Enfin, la guerre. Que le public se rassure, il n'y a pas d'attaques au sol, pas de mains dans le cambouis. Non. Le Roundup que nous leur balançons méthodiquement tomberait du ciel, comme des flocons de Noël en avance.

Et pour quels résultats? Difficile de savoir.


Pourtant très loquaces quand il s'agit de nous détailler le nombre de missiles, d'explosions, le modèle du porte-avion, les géolocalisations, nos médias se font curieusement bien discrets quant aux conséquences humaines inévitables, les victimes directes ou collatérales. À Raqqa, par exemple, 30% à 40% de la population n'a pas fui la ville. Alors ces « fiefs » que nous bombardons avec acharnement sont-ils tous miraculeusement vides, ou uniquement occupés par des membres de l'EI ? Tout juste saurons-nous qu'il y a déjà 33 morts parmi leurs rangs.

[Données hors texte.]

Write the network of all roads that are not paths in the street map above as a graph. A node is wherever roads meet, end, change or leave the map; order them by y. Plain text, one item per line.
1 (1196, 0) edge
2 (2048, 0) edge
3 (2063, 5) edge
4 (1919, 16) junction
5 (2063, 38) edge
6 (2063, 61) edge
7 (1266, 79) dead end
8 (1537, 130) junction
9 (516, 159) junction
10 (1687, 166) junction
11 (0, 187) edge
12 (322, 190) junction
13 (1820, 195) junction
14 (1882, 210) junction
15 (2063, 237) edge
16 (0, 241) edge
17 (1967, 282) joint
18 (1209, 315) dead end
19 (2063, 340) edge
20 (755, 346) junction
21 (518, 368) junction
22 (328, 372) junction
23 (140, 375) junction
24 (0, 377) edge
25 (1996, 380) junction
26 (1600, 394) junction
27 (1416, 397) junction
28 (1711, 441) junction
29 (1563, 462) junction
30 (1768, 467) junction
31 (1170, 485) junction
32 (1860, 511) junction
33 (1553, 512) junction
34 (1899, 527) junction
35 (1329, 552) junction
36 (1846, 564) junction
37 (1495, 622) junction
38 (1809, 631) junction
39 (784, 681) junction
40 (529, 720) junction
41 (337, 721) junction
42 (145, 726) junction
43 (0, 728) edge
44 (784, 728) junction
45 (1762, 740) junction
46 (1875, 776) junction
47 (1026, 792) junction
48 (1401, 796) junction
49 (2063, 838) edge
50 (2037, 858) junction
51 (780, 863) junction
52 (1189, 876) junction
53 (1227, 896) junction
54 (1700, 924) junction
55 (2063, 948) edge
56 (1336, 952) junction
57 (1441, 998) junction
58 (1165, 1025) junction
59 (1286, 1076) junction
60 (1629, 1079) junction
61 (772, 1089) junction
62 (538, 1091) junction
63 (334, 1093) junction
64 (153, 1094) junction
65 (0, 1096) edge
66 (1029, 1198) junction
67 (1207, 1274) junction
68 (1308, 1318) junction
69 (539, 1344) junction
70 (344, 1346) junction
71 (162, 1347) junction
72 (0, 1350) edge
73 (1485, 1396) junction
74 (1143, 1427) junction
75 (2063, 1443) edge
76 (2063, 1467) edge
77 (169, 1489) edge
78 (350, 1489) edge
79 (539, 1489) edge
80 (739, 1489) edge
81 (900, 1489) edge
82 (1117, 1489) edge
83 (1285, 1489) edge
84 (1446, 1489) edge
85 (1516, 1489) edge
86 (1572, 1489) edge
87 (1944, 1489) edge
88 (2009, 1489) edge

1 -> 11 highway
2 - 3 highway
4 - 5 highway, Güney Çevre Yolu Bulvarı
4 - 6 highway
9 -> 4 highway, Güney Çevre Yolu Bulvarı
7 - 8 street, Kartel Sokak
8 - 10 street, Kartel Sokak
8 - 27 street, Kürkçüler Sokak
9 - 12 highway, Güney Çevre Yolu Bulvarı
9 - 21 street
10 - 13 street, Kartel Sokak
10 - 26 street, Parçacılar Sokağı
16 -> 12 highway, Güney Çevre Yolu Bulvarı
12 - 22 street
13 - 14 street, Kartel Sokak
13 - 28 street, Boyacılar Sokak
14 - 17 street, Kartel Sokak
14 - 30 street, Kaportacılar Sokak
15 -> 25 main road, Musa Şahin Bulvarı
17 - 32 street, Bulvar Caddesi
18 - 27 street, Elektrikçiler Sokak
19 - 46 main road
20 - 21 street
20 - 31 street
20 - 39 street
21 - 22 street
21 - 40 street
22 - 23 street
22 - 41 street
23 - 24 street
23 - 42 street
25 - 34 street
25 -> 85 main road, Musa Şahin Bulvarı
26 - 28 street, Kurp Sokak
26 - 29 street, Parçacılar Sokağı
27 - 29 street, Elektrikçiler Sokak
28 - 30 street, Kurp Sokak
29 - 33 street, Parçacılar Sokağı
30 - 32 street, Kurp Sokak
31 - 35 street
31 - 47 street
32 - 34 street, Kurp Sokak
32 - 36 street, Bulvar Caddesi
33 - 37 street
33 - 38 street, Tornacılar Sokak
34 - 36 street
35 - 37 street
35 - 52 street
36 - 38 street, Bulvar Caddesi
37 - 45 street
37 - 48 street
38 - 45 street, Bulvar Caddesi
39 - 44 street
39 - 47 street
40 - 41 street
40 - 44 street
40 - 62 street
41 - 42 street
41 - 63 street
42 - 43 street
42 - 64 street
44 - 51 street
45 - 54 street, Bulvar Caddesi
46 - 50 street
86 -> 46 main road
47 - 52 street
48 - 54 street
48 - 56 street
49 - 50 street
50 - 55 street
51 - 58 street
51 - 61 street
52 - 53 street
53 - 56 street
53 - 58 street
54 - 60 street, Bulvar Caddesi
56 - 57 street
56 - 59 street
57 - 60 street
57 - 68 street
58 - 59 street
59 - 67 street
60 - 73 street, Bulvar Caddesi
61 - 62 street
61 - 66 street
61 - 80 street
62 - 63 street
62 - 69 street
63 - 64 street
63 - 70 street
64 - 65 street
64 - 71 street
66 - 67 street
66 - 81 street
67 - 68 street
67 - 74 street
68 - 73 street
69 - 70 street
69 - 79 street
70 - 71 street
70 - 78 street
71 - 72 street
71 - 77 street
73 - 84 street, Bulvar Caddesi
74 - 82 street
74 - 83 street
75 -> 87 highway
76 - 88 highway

Et pendant ce temps, nos élus s'empaillent à l'Assemblée. Les 3 jours de deuil national n'étaient pas encore terminés que le jeu des élections avait déjà puérilement repris le dessus.

Depuis lundi, les demandes de port d'armes sur le sol français ont flambé, paraît-il. Sur les réseaux sociaux, chacun y va de son commentaire apeuré, solidaire ou courageux selon le cas, en dissertant sur le danger omniprésent maintenant dans notre quotidien.

Dans quelques heures, l'état d'urgence voulu par notre gouvernement sera très certainement définitivement prolongé de 3 mois.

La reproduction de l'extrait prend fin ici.